→ **EXERCISE**
Scan the entries below. List each line with "numbered".

→ **EXERCISE MATERIAL**

######

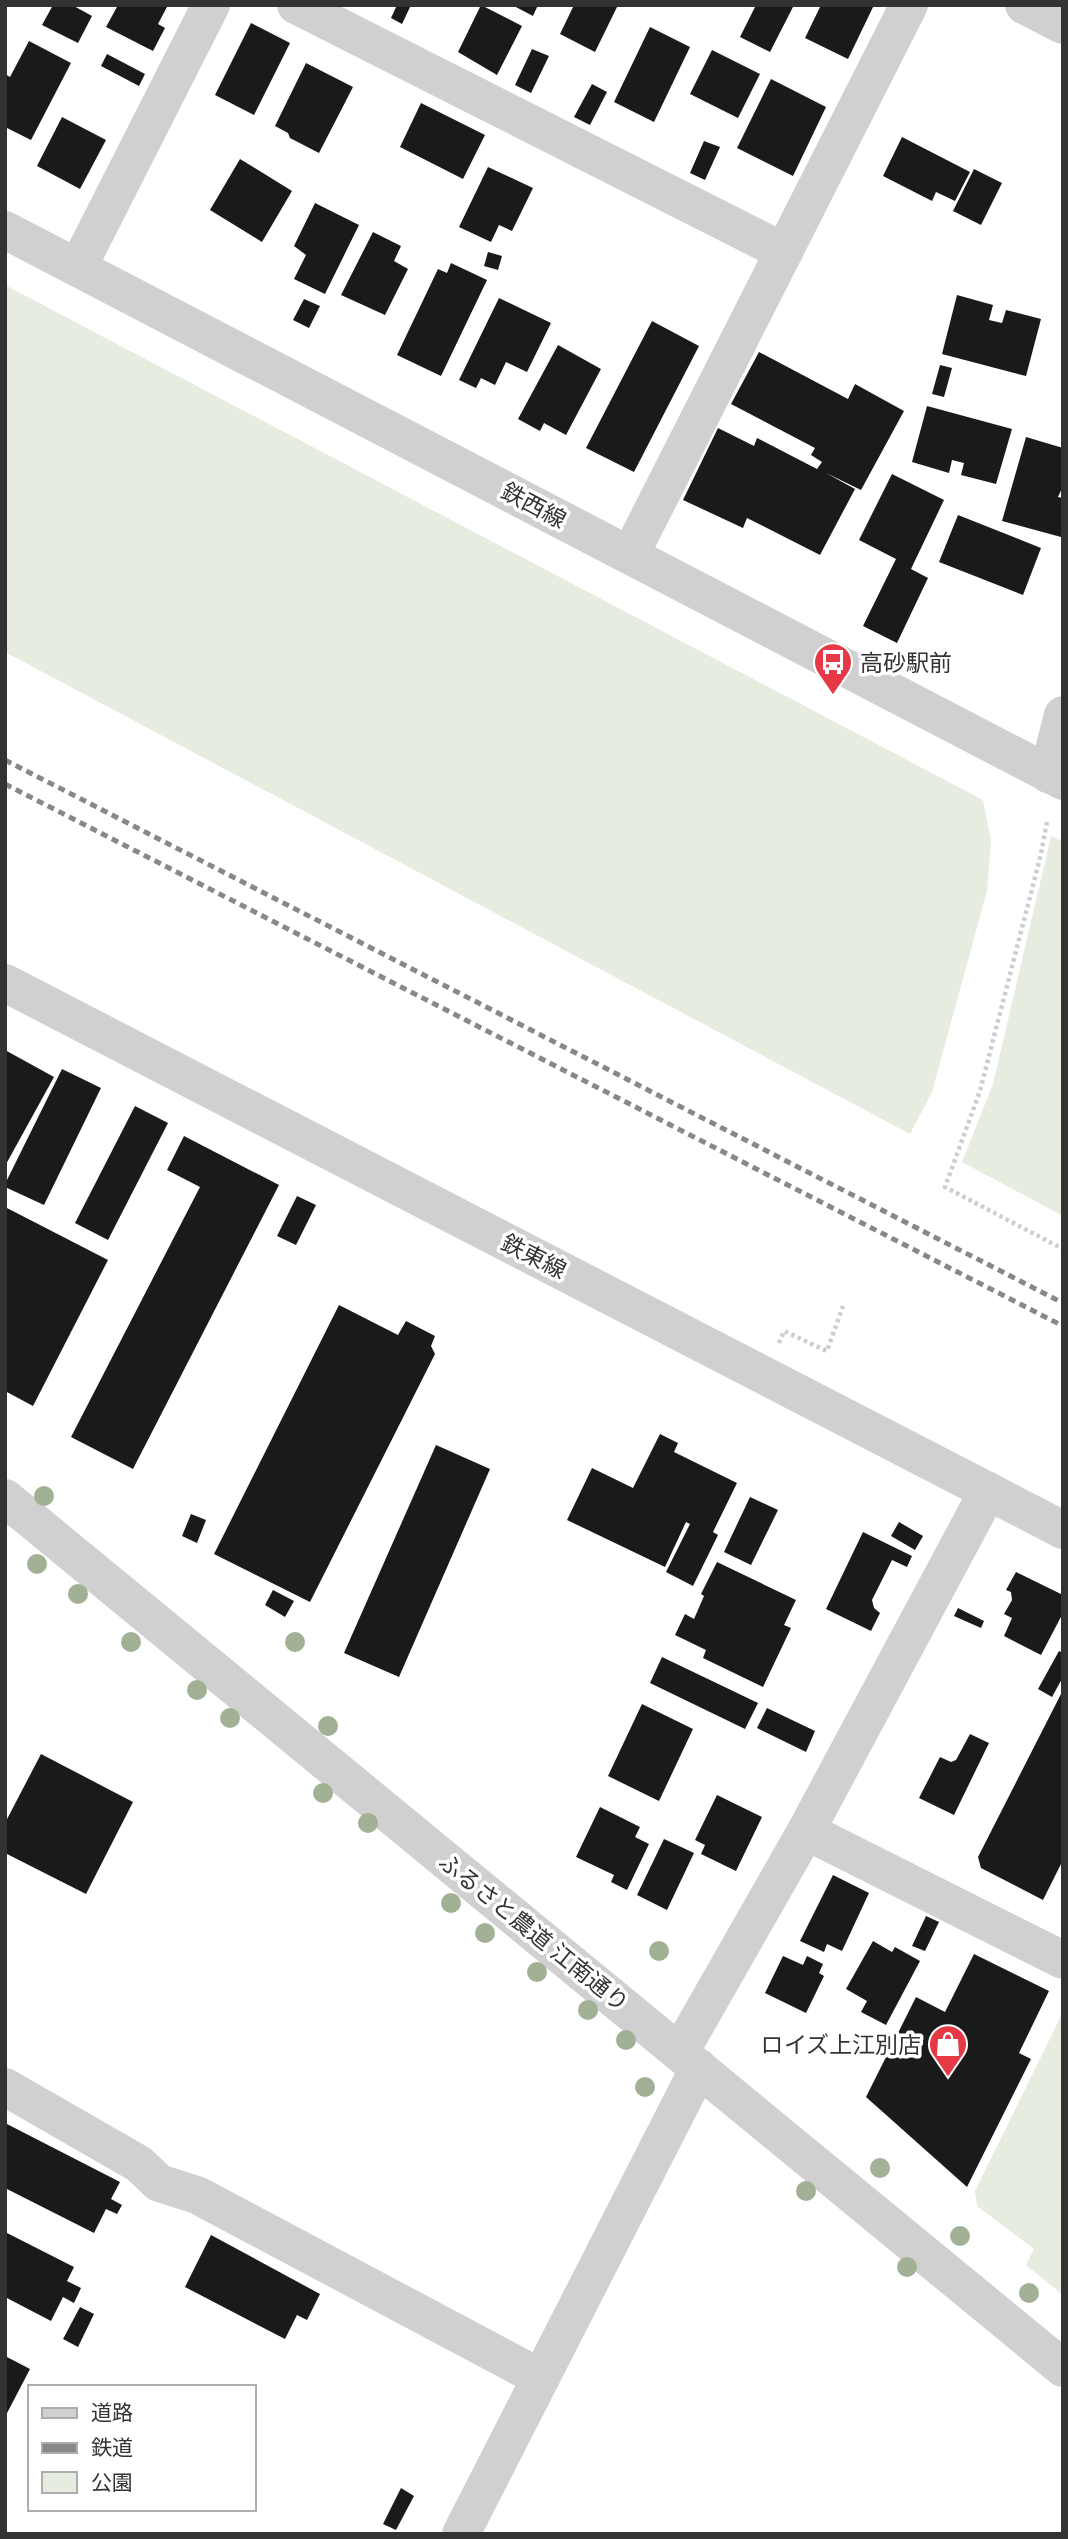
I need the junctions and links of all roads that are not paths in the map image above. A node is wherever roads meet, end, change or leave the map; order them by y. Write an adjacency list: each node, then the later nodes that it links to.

######

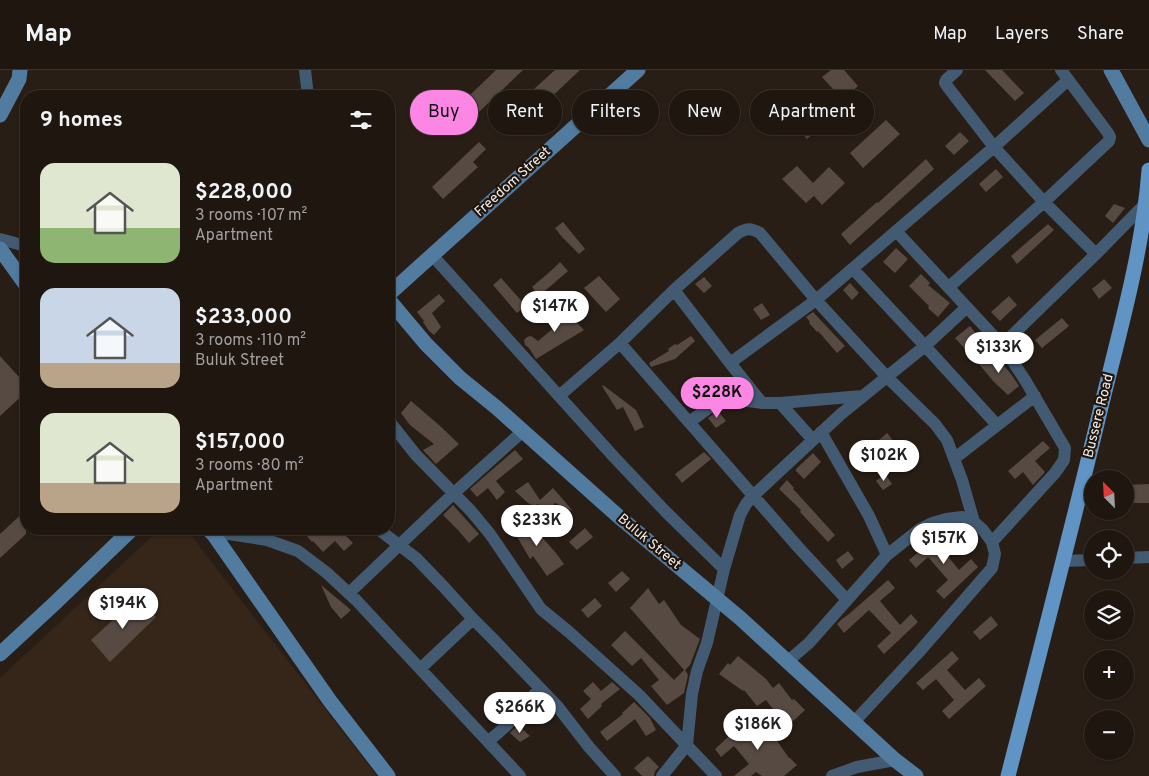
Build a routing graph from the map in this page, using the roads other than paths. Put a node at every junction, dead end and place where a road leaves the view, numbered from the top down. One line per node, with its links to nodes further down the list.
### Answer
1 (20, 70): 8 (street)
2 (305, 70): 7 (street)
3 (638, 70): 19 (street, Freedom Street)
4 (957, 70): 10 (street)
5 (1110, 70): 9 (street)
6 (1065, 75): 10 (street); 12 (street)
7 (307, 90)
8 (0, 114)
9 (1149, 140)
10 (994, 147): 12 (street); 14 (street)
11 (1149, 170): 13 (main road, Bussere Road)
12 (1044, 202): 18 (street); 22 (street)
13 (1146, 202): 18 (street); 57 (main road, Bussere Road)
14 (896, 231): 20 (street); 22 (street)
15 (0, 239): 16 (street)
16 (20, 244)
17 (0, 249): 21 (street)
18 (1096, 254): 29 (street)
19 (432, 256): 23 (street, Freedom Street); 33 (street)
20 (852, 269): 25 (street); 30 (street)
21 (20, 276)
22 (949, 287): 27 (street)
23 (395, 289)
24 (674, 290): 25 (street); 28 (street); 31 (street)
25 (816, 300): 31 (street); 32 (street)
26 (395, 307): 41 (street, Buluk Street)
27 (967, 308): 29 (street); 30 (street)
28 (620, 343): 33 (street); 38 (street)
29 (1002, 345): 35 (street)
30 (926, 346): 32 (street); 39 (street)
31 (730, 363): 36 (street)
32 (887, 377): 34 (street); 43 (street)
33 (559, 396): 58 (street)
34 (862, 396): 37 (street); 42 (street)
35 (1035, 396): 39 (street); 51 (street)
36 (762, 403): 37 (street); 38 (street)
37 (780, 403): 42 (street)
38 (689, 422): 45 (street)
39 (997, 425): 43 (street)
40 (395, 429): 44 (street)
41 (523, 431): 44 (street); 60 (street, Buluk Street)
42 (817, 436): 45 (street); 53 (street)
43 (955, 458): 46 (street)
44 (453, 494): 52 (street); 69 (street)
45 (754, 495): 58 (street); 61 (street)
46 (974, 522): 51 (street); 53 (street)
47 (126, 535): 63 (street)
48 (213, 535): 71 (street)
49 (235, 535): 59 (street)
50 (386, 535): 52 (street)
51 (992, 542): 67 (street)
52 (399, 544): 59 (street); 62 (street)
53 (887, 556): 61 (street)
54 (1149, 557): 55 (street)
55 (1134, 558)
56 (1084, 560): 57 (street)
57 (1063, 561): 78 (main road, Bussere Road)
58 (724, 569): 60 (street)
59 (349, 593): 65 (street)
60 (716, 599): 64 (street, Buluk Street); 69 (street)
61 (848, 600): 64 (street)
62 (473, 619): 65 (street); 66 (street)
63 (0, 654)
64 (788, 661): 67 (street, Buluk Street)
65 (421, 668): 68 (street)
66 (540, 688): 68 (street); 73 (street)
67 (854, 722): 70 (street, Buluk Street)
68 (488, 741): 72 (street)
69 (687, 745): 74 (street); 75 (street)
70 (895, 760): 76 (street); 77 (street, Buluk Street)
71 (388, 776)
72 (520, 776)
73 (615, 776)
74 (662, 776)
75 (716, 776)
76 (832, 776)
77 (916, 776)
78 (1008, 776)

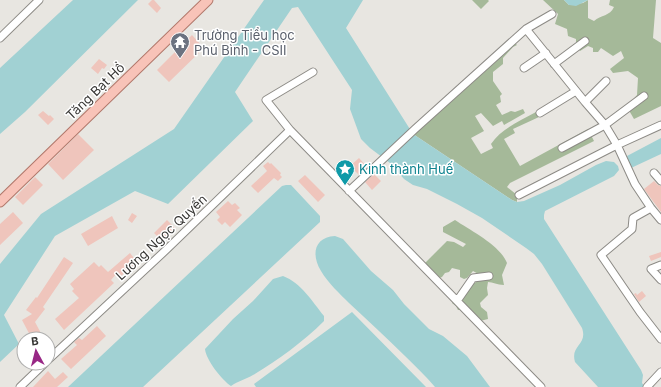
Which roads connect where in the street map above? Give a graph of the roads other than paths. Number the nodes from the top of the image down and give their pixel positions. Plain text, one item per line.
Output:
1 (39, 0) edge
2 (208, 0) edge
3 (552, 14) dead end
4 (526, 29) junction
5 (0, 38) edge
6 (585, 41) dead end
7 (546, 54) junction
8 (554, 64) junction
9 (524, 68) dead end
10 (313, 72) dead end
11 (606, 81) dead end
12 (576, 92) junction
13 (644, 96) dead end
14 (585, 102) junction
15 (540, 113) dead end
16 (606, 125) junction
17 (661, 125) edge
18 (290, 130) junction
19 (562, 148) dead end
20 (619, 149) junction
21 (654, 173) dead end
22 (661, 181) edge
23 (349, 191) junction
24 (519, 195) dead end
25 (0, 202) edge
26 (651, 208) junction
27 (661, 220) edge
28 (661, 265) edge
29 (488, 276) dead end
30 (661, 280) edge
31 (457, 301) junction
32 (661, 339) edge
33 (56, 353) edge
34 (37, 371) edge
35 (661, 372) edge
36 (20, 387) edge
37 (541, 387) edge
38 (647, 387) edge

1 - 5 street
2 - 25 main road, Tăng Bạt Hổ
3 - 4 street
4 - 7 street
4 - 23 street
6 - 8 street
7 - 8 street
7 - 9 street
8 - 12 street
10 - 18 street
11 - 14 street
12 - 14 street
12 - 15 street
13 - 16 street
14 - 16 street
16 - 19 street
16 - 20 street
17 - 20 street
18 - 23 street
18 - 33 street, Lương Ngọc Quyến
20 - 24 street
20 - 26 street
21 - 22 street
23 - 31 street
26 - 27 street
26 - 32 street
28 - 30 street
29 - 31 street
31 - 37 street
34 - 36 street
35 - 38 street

######

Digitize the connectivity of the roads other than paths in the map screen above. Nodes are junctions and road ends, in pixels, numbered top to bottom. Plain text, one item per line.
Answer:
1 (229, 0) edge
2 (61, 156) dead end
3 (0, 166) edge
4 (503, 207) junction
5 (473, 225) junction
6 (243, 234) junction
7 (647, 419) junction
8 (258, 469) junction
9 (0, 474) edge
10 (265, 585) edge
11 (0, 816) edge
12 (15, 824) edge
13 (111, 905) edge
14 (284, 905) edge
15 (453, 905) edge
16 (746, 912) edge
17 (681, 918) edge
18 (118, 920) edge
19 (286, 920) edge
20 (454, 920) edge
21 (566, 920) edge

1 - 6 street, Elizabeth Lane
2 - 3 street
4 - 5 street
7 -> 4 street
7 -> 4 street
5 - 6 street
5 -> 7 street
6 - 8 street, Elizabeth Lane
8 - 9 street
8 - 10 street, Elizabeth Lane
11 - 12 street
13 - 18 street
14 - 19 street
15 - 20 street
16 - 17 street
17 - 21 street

######

→ **FINISHED TASK**
Build a routing graph from the map in this page, using the roads other than paths. Put a node at every junction, dead end and place where a road leaves the view, numbered from the top down. One line per node, with its links to nodes further down the list.
Digitize the connectivity of the roads other than paths in the map screen above. Nodes are junctions and road ends, in pixels, numbered top to bottom. Plain text, one item per line.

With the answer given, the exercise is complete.